Move SQL Statements to Production in Confluent Cloud for Apache Flink
When you move your Flink SQL statements to production in Confluent Cloud for Apache Flink®, consider the following recommendations and best practices.
Use separate environments for development, staging, and production
Use Terraform or dbt (data build tool) for repeatable deployments
Separate workloads of different priorities into user-created compute pools
Use separate environments for development, staging, and production
Isolate your workloads by using separate Confluent Cloud environments for each stage of your development lifecycle. Each environment has its own Kafka clusters, compute pools, schemas, and access controls, which prevents development activity from affecting production systems.
Use service accounts with environment-specific RBAC roles to enforce the principle of least privilege. For example, developers may have broad access in the development environment but read-only access in production. For more information, see Organize environments.
Store statements in version control
Treat your Flink SQL statements as code by storing them in a Git repository. Use pull requests to review changes before they are deployed. Version control gives you a clear change history, enables code review, and provides rollback capability if a deployment causes issues.
For project structure guidance, see Structure your project.
Use Terraform or dbt (data build tool) for repeatable deployments
Avoid deploying Flink SQL statements manually through the Cloud Console in production. Instead, use an infrastructure-as-code tool to make deployments repeatable and auditable:
Terraform: Manage Confluent Cloud resources and Flink SQL statements together in a single configuration. See Deploy a Flink SQL Statement Using CI/CD and Confluent Cloud for Apache Flink.
dbt: Manage Flink SQL transformations as dbt models with built-in testing and documentation. For more information, see Deploy Flink SQL Statements with dbt and Confluent Cloud for Apache Flink.
Both tools integrate with CI/CD systems like GitHub Actions to automate deployments when changes are merged. For more information, see Automate with CI/CD.
Test statements before production deployment
Validate your Flink SQL statements in a staging environment before promoting to production:
Use the
--dry-runflag with the Confluent CLI or the REST API to validate statement syntax without executing it.Run statements against staging data with representative volumes to verify correctness and performance.
If you use dbt, run
dbt test --select "test_type:unit"to verify model logic before deployment.
For more information, see Test your statements.
Validate your watermark strategy
When moving your Flink SQL statements to production, it’s crucial to validate your watermark strategy.
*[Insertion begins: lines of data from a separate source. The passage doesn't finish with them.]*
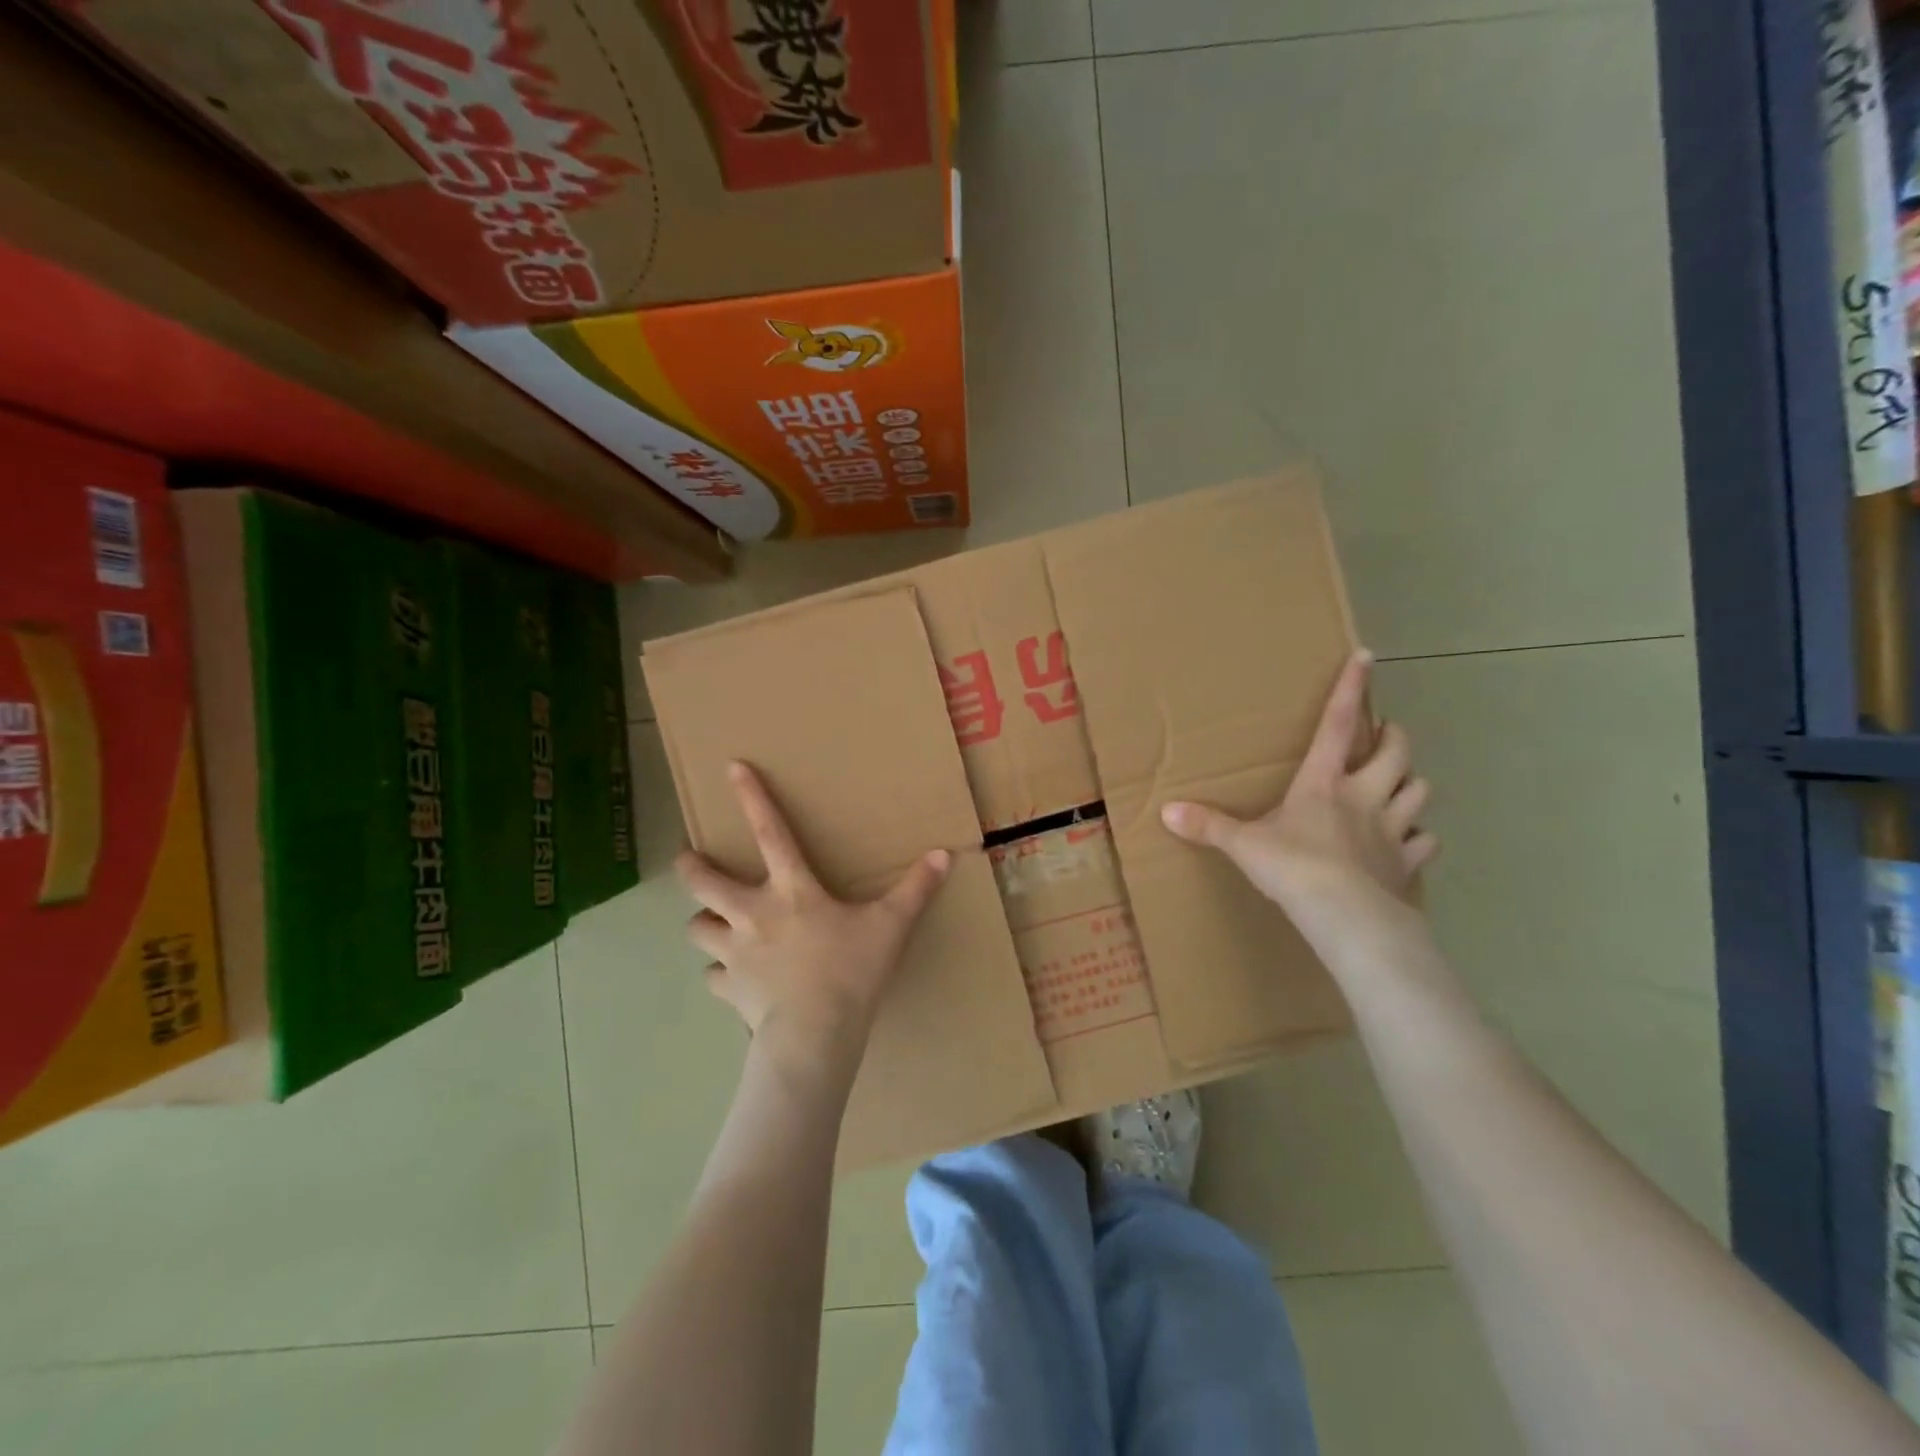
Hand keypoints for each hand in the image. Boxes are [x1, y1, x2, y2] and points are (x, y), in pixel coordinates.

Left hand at [675, 762, 950, 1077]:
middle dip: (691, 866)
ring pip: (697, 928)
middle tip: (687, 859)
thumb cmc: (851, 972)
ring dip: (703, 922)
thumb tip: (945, 854)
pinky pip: (714, 977)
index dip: (751, 797)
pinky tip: (733, 979)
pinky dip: (720, 975)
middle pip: (704, 881)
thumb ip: (916, 889)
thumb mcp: (891, 926)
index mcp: (792, 890)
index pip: (770, 832)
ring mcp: (735, 952)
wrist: (813, 1036)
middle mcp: (753, 913)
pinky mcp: (729, 989)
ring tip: (712, 923)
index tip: (731, 767)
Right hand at [1160, 651, 1436, 952]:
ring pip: (1419, 791)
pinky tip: (1410, 841)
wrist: (1345, 915)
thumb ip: (1209, 826)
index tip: (1367, 658)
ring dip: (1411, 782)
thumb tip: (1166, 812)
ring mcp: (1391, 830)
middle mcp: (1364, 796)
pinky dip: (1420, 838)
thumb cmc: (1293, 867)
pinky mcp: (1405, 864)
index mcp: (1324, 783)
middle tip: (1386, 733)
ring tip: (1400, 783)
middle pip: (1396, 753)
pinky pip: (1424, 843)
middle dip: (1394, 737)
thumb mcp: (1244, 845)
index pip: (1338, 725)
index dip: (1352, 689)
Watermarks in Flink track the progress of event time and provide a way to trigger time-based operations.
Confluent Cloud for Apache Flink provides a default watermark strategy for all tables, whether they’re created automatically from a Kafka topic or from a CREATE TABLE statement. The default watermark strategy is applied on the $rowtime system column, which is mapped to the associated timestamp of a Kafka record. Watermarks for this default strategy are calculated per Kafka partition, using a fixed out-of-orderness tolerance of 180 milliseconds. No minimum record count is required.
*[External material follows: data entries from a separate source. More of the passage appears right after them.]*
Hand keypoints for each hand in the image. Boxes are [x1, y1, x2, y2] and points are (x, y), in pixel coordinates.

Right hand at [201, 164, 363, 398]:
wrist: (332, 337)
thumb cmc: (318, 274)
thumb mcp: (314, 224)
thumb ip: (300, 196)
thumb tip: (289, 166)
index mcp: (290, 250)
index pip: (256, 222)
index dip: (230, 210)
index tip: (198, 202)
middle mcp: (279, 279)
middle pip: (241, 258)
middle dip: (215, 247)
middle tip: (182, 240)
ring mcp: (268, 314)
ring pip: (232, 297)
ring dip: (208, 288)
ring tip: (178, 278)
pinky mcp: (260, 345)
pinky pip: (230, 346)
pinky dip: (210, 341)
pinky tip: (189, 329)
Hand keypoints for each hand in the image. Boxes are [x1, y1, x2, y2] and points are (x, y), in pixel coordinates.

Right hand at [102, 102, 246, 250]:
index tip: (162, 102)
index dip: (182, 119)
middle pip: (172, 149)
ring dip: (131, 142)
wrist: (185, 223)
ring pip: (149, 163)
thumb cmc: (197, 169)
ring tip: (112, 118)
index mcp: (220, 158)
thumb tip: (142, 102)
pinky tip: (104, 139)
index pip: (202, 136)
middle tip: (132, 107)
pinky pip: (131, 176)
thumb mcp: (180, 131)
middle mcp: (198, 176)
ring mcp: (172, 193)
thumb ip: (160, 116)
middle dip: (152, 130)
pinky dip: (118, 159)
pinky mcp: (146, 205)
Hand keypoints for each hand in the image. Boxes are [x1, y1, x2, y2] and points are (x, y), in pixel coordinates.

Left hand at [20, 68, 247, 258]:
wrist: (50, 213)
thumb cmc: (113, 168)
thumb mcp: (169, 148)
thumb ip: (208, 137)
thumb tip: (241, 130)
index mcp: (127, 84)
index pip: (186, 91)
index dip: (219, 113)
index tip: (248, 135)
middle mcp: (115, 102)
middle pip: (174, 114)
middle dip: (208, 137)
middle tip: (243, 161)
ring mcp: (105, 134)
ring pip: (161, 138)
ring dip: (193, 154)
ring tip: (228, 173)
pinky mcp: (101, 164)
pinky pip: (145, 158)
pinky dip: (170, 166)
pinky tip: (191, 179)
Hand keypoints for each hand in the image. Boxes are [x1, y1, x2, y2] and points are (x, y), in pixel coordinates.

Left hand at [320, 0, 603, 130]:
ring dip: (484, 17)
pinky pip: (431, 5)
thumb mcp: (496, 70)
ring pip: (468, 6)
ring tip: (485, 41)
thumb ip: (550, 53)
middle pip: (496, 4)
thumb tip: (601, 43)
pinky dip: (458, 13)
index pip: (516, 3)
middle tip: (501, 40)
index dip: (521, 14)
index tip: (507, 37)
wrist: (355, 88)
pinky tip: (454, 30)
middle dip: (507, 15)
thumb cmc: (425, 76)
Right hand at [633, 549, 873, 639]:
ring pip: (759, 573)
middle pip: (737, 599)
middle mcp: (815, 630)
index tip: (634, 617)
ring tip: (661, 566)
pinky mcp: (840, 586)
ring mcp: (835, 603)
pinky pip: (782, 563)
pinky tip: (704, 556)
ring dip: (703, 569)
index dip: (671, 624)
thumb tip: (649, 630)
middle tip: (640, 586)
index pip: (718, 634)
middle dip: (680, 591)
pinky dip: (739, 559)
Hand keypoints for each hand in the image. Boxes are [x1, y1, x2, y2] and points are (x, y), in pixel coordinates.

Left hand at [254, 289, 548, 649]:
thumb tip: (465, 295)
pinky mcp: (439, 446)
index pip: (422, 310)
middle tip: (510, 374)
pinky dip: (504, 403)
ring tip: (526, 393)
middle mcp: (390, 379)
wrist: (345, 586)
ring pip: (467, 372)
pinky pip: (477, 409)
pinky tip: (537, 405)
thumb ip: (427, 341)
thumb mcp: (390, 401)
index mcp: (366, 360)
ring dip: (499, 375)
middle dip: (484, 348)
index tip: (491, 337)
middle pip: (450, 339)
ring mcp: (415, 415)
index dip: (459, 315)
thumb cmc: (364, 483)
Here are some situations when you need to define your own custom watermark strategy:
When the event time needs to be based on data from the payload and not the timestamp of the Kafka record.
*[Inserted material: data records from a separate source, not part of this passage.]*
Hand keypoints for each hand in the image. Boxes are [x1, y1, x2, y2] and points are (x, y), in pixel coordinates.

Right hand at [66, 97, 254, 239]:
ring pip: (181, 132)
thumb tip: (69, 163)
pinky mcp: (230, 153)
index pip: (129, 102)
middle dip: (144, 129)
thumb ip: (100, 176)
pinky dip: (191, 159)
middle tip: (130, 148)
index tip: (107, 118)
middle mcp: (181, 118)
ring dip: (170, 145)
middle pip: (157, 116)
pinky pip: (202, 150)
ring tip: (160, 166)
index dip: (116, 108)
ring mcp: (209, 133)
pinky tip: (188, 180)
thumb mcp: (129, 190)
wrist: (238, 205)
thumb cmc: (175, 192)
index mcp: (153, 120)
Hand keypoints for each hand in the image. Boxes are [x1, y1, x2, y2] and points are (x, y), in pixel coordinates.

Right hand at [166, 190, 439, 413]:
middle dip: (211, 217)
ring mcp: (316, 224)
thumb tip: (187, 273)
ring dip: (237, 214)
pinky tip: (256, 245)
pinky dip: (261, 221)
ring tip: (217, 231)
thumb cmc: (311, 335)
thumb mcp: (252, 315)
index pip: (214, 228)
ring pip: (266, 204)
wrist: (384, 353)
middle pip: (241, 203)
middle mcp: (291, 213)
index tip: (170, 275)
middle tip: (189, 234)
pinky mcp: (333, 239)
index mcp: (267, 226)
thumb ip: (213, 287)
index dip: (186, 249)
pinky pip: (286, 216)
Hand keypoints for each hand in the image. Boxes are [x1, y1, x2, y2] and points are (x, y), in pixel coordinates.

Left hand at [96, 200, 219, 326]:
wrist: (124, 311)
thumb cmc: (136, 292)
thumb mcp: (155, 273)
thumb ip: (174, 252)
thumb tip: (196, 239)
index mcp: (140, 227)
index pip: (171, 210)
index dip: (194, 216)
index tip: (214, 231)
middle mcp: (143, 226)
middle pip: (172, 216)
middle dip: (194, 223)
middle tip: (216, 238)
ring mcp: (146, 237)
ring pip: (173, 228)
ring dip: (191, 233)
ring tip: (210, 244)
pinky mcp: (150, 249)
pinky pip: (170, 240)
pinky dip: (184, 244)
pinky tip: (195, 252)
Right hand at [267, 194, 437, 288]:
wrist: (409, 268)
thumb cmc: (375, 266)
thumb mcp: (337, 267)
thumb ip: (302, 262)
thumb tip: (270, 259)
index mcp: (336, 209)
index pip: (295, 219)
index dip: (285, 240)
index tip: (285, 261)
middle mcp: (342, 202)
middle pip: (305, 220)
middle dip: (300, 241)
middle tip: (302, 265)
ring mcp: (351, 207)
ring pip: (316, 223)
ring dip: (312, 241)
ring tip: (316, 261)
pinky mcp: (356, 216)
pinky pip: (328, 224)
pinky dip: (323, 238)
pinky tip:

When your data has out-of-orderness that exceeds the 180ms default tolerance.
Validate or disable idleness handling
One critical aspect to consider when moving your Flink SQL statements to production is the handling of idleness in data streams. If no events arrive within a certain time (timeout duration) on a Kafka partition, that partition is marked as idle and does not contribute to the watermark calculation until a new event comes in. This situation creates a problem: if some partitions continue to receive events while others are idle, the overall watermark computation, which is based on the minimum across all parallel watermarks, may be inaccurately held back.
To reduce the impact of idle partitions, Confluent Cloud for Apache Flink forwards the latest event time from each partition before marking it as idle, and then excludes idle partitions from the watermark calculation. Confluent Cloud for Apache Flink dynamically adjusts when partitions are marked idle with Confluent’s progressive idleness feature. The idle-time detection starts at 10 seconds but grows linearly with the age of the statement up to a maximum of 5 minutes. Progressive idleness can cause wrong watermarks if a partition is marked as idle too quickly, and this can cause the system to move ahead too quickly, impacting data processing. At least one partition must continue to receive new data for watermarks to keep advancing.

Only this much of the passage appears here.